• Requirement: Using the records that follow, copy every line containing the word "Buttonwood".
========================================
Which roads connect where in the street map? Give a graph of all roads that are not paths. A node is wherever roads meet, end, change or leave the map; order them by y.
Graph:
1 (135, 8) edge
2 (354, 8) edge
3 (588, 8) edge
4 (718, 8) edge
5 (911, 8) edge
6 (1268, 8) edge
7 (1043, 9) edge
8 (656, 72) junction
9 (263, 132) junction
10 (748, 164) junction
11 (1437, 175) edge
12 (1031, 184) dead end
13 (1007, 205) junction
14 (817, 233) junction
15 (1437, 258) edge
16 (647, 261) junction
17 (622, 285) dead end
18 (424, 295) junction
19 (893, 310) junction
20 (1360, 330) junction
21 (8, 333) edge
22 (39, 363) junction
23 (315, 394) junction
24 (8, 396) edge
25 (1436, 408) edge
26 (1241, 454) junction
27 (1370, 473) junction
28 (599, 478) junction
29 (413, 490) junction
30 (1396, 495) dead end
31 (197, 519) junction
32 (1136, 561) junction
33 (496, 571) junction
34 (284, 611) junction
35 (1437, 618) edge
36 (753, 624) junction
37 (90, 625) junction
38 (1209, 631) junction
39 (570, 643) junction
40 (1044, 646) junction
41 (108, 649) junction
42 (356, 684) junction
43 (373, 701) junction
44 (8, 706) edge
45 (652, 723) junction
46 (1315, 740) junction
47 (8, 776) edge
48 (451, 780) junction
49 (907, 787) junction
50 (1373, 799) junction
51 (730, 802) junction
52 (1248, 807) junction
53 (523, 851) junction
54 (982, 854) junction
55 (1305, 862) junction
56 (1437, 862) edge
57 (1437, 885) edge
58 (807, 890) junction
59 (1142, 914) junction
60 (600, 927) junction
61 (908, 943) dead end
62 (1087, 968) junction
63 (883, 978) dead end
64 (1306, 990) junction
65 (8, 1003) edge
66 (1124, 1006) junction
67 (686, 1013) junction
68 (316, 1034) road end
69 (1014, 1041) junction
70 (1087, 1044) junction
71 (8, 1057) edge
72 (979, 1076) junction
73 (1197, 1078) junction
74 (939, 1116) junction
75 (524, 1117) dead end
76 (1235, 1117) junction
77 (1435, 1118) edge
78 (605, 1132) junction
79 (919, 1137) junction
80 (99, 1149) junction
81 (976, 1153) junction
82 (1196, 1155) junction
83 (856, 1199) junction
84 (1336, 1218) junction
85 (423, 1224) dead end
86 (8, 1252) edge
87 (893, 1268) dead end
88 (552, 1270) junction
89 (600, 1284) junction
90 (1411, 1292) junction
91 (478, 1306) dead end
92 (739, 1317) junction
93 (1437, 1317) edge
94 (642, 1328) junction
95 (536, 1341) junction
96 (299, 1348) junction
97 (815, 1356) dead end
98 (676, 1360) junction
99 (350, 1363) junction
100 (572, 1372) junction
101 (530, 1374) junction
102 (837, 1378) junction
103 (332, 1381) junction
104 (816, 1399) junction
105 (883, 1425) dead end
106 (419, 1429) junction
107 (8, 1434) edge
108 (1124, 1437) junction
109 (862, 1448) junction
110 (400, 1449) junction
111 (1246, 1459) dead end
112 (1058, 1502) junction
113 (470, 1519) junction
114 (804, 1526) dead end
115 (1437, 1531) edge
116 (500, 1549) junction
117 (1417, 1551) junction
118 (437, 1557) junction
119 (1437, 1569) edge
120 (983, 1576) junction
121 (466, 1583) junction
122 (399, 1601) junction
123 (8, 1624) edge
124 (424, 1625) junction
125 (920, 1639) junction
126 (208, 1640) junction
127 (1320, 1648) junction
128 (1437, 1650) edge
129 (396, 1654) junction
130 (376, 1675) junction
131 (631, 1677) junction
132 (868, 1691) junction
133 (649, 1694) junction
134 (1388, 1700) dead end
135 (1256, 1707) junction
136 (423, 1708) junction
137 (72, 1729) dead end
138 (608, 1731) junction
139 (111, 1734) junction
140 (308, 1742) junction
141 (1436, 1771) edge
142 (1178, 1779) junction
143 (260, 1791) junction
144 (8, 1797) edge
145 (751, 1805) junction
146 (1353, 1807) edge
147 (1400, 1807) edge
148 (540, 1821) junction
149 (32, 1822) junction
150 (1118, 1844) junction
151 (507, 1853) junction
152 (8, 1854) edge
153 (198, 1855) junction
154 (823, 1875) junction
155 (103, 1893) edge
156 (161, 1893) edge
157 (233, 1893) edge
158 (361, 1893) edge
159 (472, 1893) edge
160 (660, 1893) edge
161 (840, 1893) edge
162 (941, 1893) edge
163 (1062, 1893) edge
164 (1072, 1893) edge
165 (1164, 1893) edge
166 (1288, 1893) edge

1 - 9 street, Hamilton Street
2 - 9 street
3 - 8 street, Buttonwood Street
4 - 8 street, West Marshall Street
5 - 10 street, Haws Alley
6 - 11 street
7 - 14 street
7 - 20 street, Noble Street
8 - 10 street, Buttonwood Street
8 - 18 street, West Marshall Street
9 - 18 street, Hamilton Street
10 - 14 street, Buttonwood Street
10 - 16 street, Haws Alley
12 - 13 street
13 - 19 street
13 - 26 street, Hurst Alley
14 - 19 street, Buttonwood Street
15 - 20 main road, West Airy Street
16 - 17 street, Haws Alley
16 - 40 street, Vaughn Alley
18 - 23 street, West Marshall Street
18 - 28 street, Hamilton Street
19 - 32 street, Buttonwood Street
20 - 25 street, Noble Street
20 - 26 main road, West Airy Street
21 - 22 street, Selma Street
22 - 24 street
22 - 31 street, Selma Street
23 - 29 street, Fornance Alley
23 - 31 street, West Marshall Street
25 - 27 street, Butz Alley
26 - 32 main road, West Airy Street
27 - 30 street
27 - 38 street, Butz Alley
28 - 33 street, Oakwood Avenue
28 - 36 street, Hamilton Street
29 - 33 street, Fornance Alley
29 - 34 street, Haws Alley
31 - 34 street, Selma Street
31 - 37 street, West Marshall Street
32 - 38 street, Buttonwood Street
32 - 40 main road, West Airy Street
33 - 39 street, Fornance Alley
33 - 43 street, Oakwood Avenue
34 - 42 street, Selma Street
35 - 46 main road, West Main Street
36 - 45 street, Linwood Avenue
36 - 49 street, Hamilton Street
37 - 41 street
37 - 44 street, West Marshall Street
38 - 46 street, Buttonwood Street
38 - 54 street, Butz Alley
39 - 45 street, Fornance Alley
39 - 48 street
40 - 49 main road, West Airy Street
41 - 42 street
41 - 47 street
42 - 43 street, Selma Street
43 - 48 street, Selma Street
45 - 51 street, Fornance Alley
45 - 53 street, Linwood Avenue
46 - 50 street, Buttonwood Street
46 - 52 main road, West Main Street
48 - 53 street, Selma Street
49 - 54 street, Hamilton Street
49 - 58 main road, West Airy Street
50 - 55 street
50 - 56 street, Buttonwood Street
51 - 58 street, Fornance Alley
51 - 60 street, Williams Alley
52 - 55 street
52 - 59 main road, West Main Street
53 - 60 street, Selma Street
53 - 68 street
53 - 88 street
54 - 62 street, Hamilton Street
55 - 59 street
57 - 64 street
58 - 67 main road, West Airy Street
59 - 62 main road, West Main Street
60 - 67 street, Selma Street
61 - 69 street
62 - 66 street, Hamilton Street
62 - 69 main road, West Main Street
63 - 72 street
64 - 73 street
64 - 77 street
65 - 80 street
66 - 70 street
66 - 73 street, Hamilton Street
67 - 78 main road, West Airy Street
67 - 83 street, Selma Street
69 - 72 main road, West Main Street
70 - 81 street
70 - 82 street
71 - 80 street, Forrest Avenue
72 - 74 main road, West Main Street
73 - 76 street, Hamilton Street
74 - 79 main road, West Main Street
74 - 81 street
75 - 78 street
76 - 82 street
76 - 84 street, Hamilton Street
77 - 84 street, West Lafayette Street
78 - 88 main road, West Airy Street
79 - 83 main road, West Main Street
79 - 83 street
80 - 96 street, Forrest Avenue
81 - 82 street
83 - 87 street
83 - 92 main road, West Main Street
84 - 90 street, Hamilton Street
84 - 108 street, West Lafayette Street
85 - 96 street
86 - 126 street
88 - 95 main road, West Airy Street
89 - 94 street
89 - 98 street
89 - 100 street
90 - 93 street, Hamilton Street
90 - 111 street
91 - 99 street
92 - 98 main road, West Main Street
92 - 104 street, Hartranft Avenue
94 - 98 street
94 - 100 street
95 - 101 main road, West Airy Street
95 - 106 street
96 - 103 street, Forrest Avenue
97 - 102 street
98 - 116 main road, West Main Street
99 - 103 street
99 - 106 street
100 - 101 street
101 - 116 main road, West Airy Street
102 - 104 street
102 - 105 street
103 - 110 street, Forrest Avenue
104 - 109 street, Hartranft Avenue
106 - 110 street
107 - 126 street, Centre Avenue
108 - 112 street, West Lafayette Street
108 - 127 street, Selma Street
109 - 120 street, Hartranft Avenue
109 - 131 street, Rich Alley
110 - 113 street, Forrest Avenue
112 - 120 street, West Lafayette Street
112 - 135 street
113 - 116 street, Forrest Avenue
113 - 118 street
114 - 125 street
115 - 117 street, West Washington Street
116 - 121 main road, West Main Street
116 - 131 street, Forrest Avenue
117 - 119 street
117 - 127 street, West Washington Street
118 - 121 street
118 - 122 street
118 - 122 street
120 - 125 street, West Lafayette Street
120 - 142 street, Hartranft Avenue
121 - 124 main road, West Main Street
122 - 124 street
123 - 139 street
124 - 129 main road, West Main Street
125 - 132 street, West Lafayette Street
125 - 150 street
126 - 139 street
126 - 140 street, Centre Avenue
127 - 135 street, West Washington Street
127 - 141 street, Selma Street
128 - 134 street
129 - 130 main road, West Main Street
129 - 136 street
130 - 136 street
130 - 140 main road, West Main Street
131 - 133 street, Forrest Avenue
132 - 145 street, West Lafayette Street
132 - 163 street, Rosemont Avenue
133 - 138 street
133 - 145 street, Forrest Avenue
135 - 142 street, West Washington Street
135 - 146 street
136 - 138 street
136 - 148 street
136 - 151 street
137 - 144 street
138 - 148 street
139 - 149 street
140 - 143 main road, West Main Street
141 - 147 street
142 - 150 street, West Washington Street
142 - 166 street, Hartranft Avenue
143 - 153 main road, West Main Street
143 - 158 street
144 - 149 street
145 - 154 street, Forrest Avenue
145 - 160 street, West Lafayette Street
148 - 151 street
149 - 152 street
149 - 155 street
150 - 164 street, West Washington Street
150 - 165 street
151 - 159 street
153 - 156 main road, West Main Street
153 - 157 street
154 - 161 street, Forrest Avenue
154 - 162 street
========================================
• Result for this exercise:
3 - 8 street, Buttonwood Street
8 - 10 street, Buttonwood Street
10 - 14 street, Buttonwood Street
14 - 19 street, Buttonwood Street
19 - 32 street, Buttonwood Street
32 - 38 street, Buttonwood Street
38 - 46 street, Buttonwood Street
46 - 50 street, Buttonwood Street
50 - 56 street, Buttonwood Street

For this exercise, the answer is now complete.